Le 8 novembre dernier, la Haute autorité de santé (HAS) a publié ses recommandations de bonne pratique pour « Épisode dépressif caractérisé de l’adulte : prise en charge en soins de premier recours », dont une partie est consacrée au sujet âgé. En préambule, les experts préviennent que pour les séniors, le diagnostic n’est pas toujours facile à établir « en raison de plaintes somatiques ou de troubles cognitifs au premier plan ».
Pour ces derniers, il convient de se poser des questions sur un éventuel état dépressif sous-jacent, sans oublier que celui-ci peut « inaugurer ou être secondaire à une maladie neurodégénérative (maladie d’Alzheimer, maladie de Parkinson, etc.) ». La HAS rappelle aussi que « tout épisode dépressif caractérisé chez le sujet âgé comporte un risque suicidaire élevé ». D’après CépiDc-Inserm, en 2011, sur 10 500 suicides, 28 % ont concerné les plus de 65 ans. Pour le Pr Anne-Sophie Rigaud (chef de service de gériatrie à l’hôpital Broca, AP-HP), membre du comité de lecture des dernières recommandations de la HAS sur la dépression : « On tend à associer le suicide au grand âge et à la fin de vie, sans s’interroger suffisamment. Or beaucoup de passages à l’acte sont liés à une dépression qui aurait pu être traitée de manière efficace. »
Mieux que les antidépresseurs
Concernant le traitement, de façon globale, ces nouvelles guidelines font la part belle aux psychothérapies. Chez les personnes âgées, elles « peuvent avoir un effet supérieur à celui des antidépresseurs » (lire encadré). Précision cependant : en cas d’altération cognitive, ces thérapies sont plus difficiles à mettre en oeuvre. « Si la dépression n’est pas trop importante, on débute souvent par une psychothérapie, quitte à ajouter un antidépresseur si les résultats s’avèrent insuffisants, détaille le Pr Anne-Sophie Rigaud. Si la dépression est sévère, on commence généralement par un médicament antidépresseur, puis une psychothérapie est associée quand le patient commence à être amélioré. D’autres fois, les deux types de traitement peuvent être initiés en même temps ». Concernant les antidépresseurs, la HAS recommande d’être vigilant au-dessus de 75 ans, et rappelle que la réponse à ces traitements est plus longue que chez les plus jeunes. Aussi, est-il recommandé d’initier l’antidépresseur à une posologie faible et de l’augmenter progressivement jusqu’à la dose minimale efficace. Une évaluation des effets du traitement doit être effectuée après 6 à 12 semaines.

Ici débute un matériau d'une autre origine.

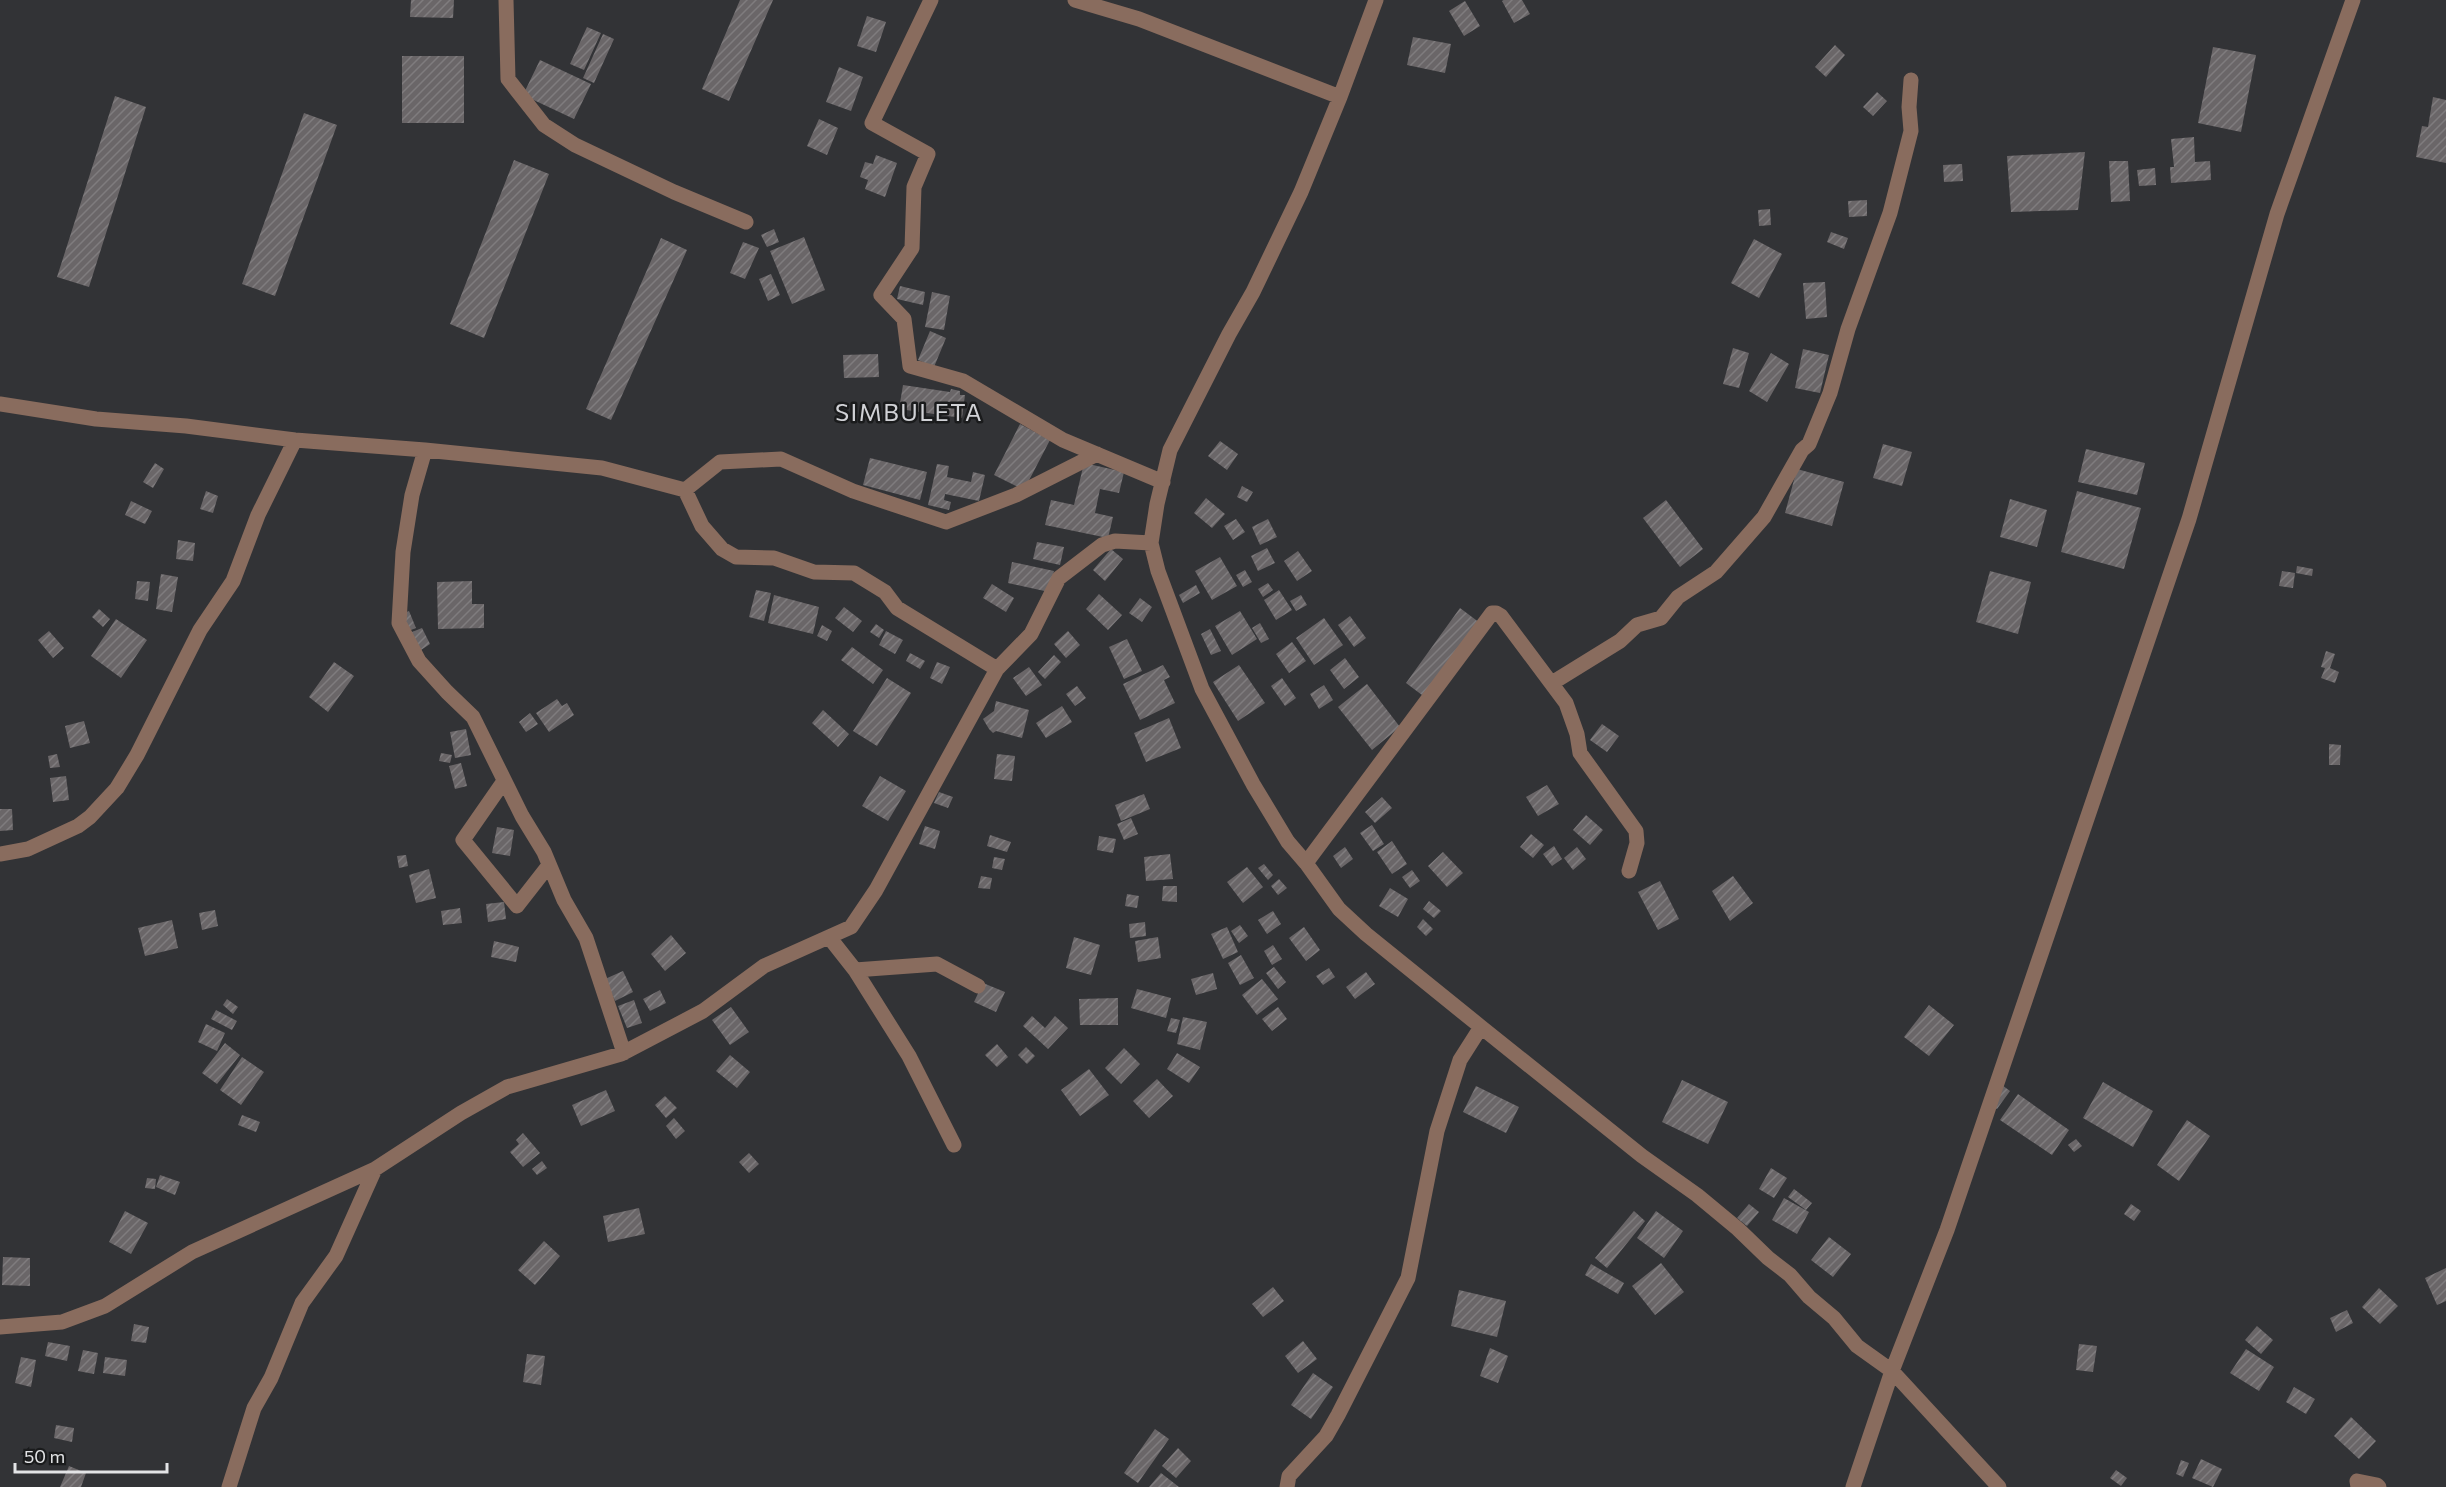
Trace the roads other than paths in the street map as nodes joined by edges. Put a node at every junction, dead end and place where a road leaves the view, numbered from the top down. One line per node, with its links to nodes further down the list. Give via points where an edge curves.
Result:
1 (506, 0): 8 (street, via 508,79 544,125 674,192)
2 (931, 0): 12 (street, via 872,123 928,154 914,187 912,248 881,295 904,319 910,366 963,381 1063,440)
3 (1075, 0): 7 (street, via 1139,19)
4 (1376, 0): 7 (street)
5 (2354, 0): 31 (street, via 2277,214 2189,519 1947,1230)
6 (1911, 80): 17 (street, via 1911,131 1890,213 1809,444 1764,517 1716,572 1678,597 1661,618 1637,625 1620,641)
7 (1340, 97): 13 (street, via 1253,292 1170,450)
8 (746, 222)
9 (0, 404): 10 (street, via 96,419)
10 (295, 440): 11 (street); 19 (street, via 258,515 233,581 200,630 138,755 117,788 78,826 28,849)
11 (425, 450): 14 (street, via 602,468); 18 (street, via 412,495 403,552 399,623 419,661 473,717)
12 (1097, 454): 13 (street); 14 (street, via 1016,495 946,522 853,491 781,459 720,462)
13 (1163, 482): 15 (street)
14 (685, 490): 16 (street, via 702,526 722,549 736,557 774,558 814,572 854,573 885,592 897,608)
15 (1151, 543): 16 (street, via 1115,541 1102,545 1059,578 1031,634); 20 (street, via 1202,689 1253,784 1288,842)
16 (997, 669): 23 (street, via 876,890 851,927)
17 (1552, 683): 20 (street, via 1501,616 1492,613); 22 (street, via 1571,713 1580,753 1636,831)
18 (504, 781): 21 (street); 21 (street, via 463,840 517,906)
19 (0, 854)
20 (1306, 862): 26 (street, via 1339,909)
21 (549, 865): 27 (street, via 586,938)
22 (1629, 871)
23 (829, 937): 24 (street); 27 (street, via 764,966 703,1011)
24 (855, 970): 25 (street, via 937,964); 28 (street, via 909,1056)
25 (978, 986)
26 (1481, 1027): 31 (street, via 1738,1229 1834,1317 1857,1346); 33 (street, via 1460,1060 1437,1131 1408,1278 1326,1436 1289,1476)
27 (624, 1053): 29 (street, via 507,1088)
28 (954, 1145)
29 (375, 1169): 30 (street, via 202,1247 94,1310 62,1322); 32 (street, via 336,1256 302,1303 254,1408)
30 (0, 1327)
31 (1892, 1371): 34 (street); 35 (street)
32 (229, 1487)
33 (1287, 1487)
34 (1853, 1487)
35 (1999, 1487)
36 (2358, 1487): 37 (street, via 2357,1481)
37 (2379, 1487)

Savoir identifier les effets indésirables
De façon générale, le choix de l’antidépresseur se fait comme pour tout adulte. Il conviendra bien sûr de surveiller les éventuels effets indésirables à type de : syndrome sérotoninergique, effets anticholinergiques, effet extrapyramidal, hypotension orthostatique, effets cardiovasculaires, nausées, somnolence, risque de chute et de fractures… Une semaine après le début du traitement par inhibiteur sélectif de la recapture de la sérotonine (ISRS) ou après un changement de posologie, un contrôle de la natrémie est recommandé, surtout si le patient âgé prend un diurétique ou présente une insuffisance rénale.
La HAS indique aussi que « les imipraminiques sont exceptionnellement indiqués après 75 ans du fait de leurs effets anticholinergiques pouvant notamment induire une confusion ».

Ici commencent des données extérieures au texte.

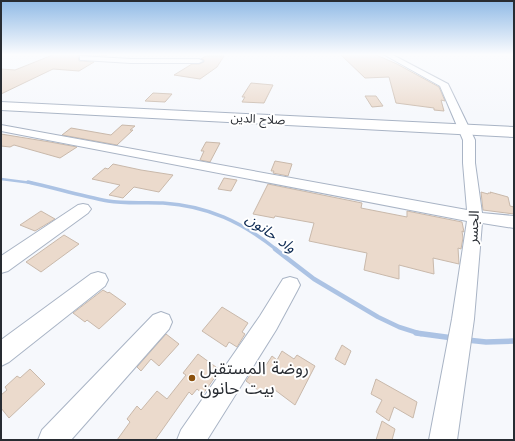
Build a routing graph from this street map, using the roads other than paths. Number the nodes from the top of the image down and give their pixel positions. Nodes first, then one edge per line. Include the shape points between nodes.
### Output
1 (426, 75) edge
2 (1, 100) edge
3 (1, 106) edge
4 (462, 127) junction
5 (514, 127) edge
6 (1, 128) edge
7 (514, 132) edge
8 (83, 210) dead end
9 (475, 217) junction
10 (514, 222) edge
11 (1, 266) edge
12 (98, 280) dead end
13 (290, 285) dead end
14 (161, 322) dead end
15 (1, 354) edge
16 (52, 440) edge
17 (191, 440) edge
18 (443, 440) edge

1 - 4 street, الجسر via 444,84
2 - 4 highway, صلاح الدين
3 - 4 highway, صلاح الدين
4 - 5 highway, صلاح الدين
4 - 7 highway, صلاح الدين
4 - 9 street, الجسر via 469,140
6 - 9 street
8 - 11 street
9 - 10 street
9 - 18 street, الجسر via 463,319
12 - 15 street
13 - 17 street
14 - 16 street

Enfin, les experts alertent sur les risques de rechute chez les personnes âgées. Aussi, pour un épisode dépressif caractérisé, est-il préférable de prévoir la prescription d’un médicament pour « au moins un an après la rémission, car il existe un risque élevé de rechute en cas de comorbidités. »

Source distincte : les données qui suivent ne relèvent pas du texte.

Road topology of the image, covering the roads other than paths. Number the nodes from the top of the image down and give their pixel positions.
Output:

Quel type de psychothérapie ?
Sans avoir vraiment la preuve qu’une psychothérapie soit plus efficace qu’une autre, on oriente généralement le patient âgé vers des thérapies brèves ciblées sur ses symptômes et le problème qui le met en souffrance. « Cela peut être des techniques de thérapie cognitivocomportementale, ou des thérapies systémiques ou familiales pendant lesquelles on voit le patient avec son entourage. Cinq à sept séances peuvent être programmées, avant de faire un bilan », explique le Pr Rigaud. En pratique, il est souvent difficile de trouver un psychiatre prenant en charge un patient âgé pour des séances de psychothérapie, ou alors éventuellement un psychologue dont les séances ne seront pas prises en charge par l’Assurance maladie.